Task data ->
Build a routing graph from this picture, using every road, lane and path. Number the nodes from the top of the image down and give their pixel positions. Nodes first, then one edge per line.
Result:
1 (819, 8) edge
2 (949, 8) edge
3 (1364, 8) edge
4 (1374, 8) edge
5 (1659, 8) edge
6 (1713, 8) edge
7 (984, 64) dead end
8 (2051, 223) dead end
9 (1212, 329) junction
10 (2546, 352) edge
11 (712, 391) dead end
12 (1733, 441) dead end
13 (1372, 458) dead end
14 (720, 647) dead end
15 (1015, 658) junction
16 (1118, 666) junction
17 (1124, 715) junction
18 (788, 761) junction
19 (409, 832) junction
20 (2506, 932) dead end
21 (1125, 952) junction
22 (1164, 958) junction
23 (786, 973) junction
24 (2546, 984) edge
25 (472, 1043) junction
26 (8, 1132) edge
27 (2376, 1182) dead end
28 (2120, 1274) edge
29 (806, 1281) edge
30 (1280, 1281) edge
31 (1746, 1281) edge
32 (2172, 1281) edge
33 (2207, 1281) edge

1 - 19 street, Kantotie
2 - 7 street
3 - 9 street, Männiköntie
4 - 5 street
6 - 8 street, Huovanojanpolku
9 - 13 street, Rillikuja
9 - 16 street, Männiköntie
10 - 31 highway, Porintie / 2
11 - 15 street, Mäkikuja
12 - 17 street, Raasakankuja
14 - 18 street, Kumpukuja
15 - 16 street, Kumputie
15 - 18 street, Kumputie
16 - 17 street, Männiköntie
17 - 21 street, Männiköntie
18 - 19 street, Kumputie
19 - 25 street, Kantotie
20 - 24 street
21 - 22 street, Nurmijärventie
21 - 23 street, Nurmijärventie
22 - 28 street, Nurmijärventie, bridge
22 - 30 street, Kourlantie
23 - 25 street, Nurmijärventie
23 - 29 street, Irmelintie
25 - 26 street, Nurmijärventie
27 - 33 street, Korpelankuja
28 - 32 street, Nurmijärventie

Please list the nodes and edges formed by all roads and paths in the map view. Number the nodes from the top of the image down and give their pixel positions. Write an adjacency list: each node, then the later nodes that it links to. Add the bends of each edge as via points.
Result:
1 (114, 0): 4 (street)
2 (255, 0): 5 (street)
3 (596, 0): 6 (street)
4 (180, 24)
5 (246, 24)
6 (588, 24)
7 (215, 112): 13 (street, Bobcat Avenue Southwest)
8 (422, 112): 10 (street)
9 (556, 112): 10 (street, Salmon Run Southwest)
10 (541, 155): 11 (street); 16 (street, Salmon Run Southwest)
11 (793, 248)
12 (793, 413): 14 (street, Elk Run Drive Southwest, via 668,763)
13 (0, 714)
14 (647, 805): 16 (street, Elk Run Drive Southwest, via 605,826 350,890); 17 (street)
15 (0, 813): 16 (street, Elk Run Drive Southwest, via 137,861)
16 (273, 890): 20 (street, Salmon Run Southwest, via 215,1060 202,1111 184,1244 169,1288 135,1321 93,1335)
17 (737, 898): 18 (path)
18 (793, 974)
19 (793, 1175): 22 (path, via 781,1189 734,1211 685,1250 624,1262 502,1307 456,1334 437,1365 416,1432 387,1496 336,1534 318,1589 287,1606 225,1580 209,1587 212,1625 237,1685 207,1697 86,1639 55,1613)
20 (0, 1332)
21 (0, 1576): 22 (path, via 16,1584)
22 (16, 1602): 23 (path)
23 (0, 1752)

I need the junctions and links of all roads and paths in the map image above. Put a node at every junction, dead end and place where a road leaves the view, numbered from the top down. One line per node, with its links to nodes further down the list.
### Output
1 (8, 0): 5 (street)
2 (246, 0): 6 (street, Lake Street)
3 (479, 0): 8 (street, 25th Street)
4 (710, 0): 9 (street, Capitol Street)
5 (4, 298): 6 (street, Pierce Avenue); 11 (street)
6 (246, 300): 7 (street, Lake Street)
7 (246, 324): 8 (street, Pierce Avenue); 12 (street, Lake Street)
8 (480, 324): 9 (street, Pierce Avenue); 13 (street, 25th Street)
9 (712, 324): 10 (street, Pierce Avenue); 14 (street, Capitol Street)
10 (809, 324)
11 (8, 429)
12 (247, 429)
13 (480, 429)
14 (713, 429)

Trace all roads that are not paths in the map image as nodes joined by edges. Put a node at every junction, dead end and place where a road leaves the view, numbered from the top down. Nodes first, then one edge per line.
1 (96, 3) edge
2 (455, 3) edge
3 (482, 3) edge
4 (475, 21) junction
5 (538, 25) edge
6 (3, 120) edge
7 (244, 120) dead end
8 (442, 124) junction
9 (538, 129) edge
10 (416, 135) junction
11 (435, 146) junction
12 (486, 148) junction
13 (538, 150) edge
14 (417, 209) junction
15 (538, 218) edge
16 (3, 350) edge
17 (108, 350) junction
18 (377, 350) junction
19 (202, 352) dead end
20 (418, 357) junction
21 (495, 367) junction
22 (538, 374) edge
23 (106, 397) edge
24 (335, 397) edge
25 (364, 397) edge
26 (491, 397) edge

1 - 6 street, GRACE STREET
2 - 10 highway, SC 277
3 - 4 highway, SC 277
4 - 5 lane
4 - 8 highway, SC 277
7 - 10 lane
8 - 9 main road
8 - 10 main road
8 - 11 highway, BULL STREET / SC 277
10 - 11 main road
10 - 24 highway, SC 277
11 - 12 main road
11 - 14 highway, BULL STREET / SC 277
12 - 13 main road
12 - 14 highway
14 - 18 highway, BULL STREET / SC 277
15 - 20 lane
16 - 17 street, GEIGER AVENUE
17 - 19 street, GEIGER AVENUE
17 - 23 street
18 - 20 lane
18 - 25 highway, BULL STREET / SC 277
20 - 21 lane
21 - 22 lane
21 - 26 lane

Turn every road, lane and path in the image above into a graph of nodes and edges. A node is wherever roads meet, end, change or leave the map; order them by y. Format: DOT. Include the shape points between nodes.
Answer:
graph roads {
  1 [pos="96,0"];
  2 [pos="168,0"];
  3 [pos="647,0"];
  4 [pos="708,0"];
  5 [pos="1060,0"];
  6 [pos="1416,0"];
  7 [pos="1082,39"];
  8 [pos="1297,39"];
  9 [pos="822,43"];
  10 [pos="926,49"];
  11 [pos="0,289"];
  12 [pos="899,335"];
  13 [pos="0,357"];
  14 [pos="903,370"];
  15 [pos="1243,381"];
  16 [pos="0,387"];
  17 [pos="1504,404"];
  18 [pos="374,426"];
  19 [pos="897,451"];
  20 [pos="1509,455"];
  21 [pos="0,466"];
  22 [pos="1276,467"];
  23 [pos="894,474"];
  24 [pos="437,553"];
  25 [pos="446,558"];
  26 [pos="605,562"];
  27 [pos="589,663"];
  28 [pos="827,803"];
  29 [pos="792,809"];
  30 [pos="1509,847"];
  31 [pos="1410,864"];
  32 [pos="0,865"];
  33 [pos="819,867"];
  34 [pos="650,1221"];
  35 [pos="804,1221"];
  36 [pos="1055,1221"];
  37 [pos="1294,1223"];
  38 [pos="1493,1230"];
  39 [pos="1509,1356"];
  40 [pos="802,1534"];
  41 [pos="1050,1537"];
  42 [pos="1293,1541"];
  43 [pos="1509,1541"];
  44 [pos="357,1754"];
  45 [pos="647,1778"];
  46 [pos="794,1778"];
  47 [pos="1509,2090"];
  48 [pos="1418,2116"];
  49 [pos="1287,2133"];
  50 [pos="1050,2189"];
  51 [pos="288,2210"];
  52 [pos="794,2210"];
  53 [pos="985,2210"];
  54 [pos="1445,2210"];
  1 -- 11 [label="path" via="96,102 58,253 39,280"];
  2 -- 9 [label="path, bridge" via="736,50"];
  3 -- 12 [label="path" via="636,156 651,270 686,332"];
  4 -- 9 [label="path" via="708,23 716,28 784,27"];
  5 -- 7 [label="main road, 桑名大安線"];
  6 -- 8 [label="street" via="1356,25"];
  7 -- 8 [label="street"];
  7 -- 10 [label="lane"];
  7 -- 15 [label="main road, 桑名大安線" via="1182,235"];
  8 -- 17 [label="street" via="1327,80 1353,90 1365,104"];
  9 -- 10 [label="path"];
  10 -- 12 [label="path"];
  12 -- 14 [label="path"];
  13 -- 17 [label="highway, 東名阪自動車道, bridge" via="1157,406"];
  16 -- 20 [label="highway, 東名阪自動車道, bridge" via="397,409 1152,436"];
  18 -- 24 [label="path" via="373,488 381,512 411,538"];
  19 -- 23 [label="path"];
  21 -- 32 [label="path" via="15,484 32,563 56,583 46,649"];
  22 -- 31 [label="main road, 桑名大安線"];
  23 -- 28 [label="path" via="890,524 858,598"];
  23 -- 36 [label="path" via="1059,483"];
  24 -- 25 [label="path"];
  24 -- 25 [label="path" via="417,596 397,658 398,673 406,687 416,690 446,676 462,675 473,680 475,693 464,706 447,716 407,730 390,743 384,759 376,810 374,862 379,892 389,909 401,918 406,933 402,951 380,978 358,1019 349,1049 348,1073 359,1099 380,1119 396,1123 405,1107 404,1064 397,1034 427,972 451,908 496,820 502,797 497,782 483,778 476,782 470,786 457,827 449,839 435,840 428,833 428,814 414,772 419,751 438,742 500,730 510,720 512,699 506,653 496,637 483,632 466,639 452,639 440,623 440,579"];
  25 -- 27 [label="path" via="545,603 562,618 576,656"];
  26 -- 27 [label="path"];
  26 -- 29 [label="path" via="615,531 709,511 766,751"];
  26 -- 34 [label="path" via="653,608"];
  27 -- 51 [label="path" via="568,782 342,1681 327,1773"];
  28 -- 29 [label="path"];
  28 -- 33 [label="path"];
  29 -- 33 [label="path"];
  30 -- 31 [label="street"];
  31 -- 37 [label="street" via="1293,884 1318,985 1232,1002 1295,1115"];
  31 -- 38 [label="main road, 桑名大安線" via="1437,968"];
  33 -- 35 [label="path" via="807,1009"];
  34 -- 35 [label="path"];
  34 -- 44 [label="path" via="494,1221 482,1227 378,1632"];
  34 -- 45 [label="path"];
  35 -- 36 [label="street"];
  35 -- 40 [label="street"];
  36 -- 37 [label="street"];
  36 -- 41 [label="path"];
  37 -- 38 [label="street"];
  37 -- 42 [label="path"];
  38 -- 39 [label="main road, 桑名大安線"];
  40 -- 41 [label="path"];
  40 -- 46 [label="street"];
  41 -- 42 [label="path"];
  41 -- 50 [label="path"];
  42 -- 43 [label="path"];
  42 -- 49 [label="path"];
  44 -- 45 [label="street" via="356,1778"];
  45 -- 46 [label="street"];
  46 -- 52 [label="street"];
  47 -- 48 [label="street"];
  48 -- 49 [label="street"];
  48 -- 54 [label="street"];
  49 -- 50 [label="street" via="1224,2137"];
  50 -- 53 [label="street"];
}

What to produce ->
Show every line from the entries that includes the word "list".

Task output ->
Please list the nodes and edges formed by all roads and paths in the map view. Number the nodes from the top of the image down and give their pixel positions. Write an adjacency list: each node, then the later nodes that it links to. Add the bends of each edge as via points.
I need the junctions and links of all roads and paths in the map image above. Put a node at every junction, dead end and place where a road leaves the view, numbered from the top down. One line per node, with its links to nodes further down the list.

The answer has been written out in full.